◆ WHAT YOU SHOULD DO: Write out the entries below in full, exactly as given.

======== DATA EXTRACTS

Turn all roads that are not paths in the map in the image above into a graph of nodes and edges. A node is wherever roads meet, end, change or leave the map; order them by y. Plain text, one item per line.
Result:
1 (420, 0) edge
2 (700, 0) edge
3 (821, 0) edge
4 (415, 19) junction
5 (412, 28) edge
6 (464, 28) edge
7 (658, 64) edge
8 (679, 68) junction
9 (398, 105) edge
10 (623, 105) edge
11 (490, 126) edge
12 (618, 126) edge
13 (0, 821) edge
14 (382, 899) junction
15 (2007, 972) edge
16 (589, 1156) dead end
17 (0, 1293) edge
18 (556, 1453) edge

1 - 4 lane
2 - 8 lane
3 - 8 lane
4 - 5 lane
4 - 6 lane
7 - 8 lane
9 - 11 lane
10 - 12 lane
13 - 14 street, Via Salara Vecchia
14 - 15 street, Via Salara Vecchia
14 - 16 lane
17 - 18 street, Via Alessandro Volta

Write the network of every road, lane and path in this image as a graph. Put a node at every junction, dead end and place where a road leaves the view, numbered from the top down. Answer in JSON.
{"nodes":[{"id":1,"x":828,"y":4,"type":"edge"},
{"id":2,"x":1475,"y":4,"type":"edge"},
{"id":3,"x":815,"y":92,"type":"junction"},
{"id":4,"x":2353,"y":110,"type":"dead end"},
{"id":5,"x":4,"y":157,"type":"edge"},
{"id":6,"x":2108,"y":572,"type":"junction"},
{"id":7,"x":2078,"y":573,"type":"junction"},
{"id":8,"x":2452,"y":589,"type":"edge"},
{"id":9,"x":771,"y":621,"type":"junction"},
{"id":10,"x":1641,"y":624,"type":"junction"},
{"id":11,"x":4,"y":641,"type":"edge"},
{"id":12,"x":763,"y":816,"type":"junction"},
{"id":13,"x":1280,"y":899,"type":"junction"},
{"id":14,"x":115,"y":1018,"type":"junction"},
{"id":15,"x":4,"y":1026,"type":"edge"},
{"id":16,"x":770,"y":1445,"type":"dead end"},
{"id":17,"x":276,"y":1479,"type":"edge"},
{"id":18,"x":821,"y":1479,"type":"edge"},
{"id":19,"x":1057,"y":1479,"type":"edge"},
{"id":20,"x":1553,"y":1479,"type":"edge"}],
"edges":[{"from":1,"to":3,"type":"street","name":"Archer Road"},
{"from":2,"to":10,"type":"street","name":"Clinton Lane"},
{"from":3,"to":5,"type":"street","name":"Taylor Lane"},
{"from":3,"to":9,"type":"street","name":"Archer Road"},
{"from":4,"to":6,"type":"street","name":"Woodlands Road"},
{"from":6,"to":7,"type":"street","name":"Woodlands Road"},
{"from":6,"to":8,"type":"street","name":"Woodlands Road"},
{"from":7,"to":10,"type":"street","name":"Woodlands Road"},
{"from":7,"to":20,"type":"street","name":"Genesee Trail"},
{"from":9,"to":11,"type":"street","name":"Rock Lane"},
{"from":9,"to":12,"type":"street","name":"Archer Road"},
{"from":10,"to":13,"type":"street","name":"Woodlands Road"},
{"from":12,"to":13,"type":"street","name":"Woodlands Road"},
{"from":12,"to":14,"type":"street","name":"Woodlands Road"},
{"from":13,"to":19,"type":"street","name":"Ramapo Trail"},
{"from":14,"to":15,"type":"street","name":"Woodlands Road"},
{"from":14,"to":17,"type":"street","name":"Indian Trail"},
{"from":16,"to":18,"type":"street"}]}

================

◆ SOLUTION TO THIS TASK:
Turn all roads that are not paths in the map in the image above into a graph of nodes and edges. A node is wherever roads meet, end, change or leave the map; order them by y. Plain text, one item per line.
Result:
1 (420, 0) edge
2 (700, 0) edge
3 (821, 0) edge
4 (415, 19) junction
5 (412, 28) edge
6 (464, 28) edge
7 (658, 64) edge
8 (679, 68) junction
9 (398, 105) edge
10 (623, 105) edge
11 (490, 126) edge
12 (618, 126) edge
13 (0, 821) edge
14 (382, 899) junction
15 (2007, 972) edge
16 (589, 1156) dead end
17 (0, 1293) edge
18 (556, 1453) edge

1 - 4 lane
2 - 8 lane
3 - 8 lane
4 - 5 lane
4 - 6 lane
7 - 8 lane
9 - 11 lane
10 - 12 lane
13 - 14 street, Via Salara Vecchia
14 - 15 street, Via Salara Vecchia
14 - 16 lane
17 - 18 street, Via Alessandro Volta

Write the network of every road, lane and path in this image as a graph. Put a node at every junction, dead end and place where a road leaves the view, numbered from the top down. Answer in JSON.
{"nodes":[{"id":1,"x":828,"y":4,"type":"edge"},
{"id":2,"x":1475,"y":4,"type":"edge"},
{"id":3,"x":815,"y":92,"type":"junction"},
{"id":4,"x":2353,"y":110,"type":"dead end"},
{"id":5,"x":4,"y":157,"type":"edge"},
{"id":6,"x":2108,"y":572,"type":"junction"},
{"id":7,"x":2078,"y":573,"type":"junction"},
{"id":8,"x":2452,"y":589,"type":"edge"},
{"id":9,"x":771,"y":621,"type":"junction"},
{"id":10,"x":1641,"y":624,"type":"junction"},
{"id":11,"x":4,"y":641,"type":"edge"},
{"id":12,"x":763,"y":816,"type":"junction"},
{"id":13,"x":1280,"y":899,"type":"junction"},
{"id":14,"x":115,"y":1018,"type":"junction"},
{"id":15,"x":4,"y":1026,"type":"edge"},
{"id":16,"x":770,"y":1445,"type":"dead end"},
{"id":17,"x":276,"y":1479,"type":"edge"},
{"id":18,"x":821,"y":1479,"type":"edge"},
{"id":19,"x":1057,"y":1479,"type":"edge"},
{"id":20,"x":1553,"y":1479,"type":"edge"}],
"edges":[{"from":1,"to":3,"type":"street","name":"Archer Road"},
{"from":2,"to":10,"type":"street","name":"Clinton Lane"},
{"from":3,"to":5,"type":"street","name":"Taylor Lane"},
{"from":3,"to":9,"type":"street","name":"Archer Road"},
{"from":4,"to":6,"type":"street","name":"Woodlands Road"},
{"from":6,"to":7,"type":"street","name":"Woodlands Road"},
{"from":6,"to":8,"type":"street","name":"Woodlands Road"},
{"from":7,"to":10,"type":"street","name":"Woodlands Road"},
{"from":7,"to":20,"type":"street","name":"Genesee Trail"},
{"from":9,"to":11,"type":"street","name":"Rock Lane"},
{"from":9,"to":12,"type":"street","name":"Archer Road"},
{"from":10,"to":13,"type":"street","name":"Woodlands Road"},
{"from":12,"to":13,"type":"street","name":"Woodlands Road"},
{"from":12,"to":14,"type":"street","name":"Woodlands Road"},
{"from":13,"to":19,"type":"street","name":"Ramapo Trail"},
{"from":14,"to":15,"type":"street","name":"Woodlands Road"},
{"from":14,"to":17,"type":"street","name":"Indian Trail"},
{"from":16,"to":18,"type":"street"}]}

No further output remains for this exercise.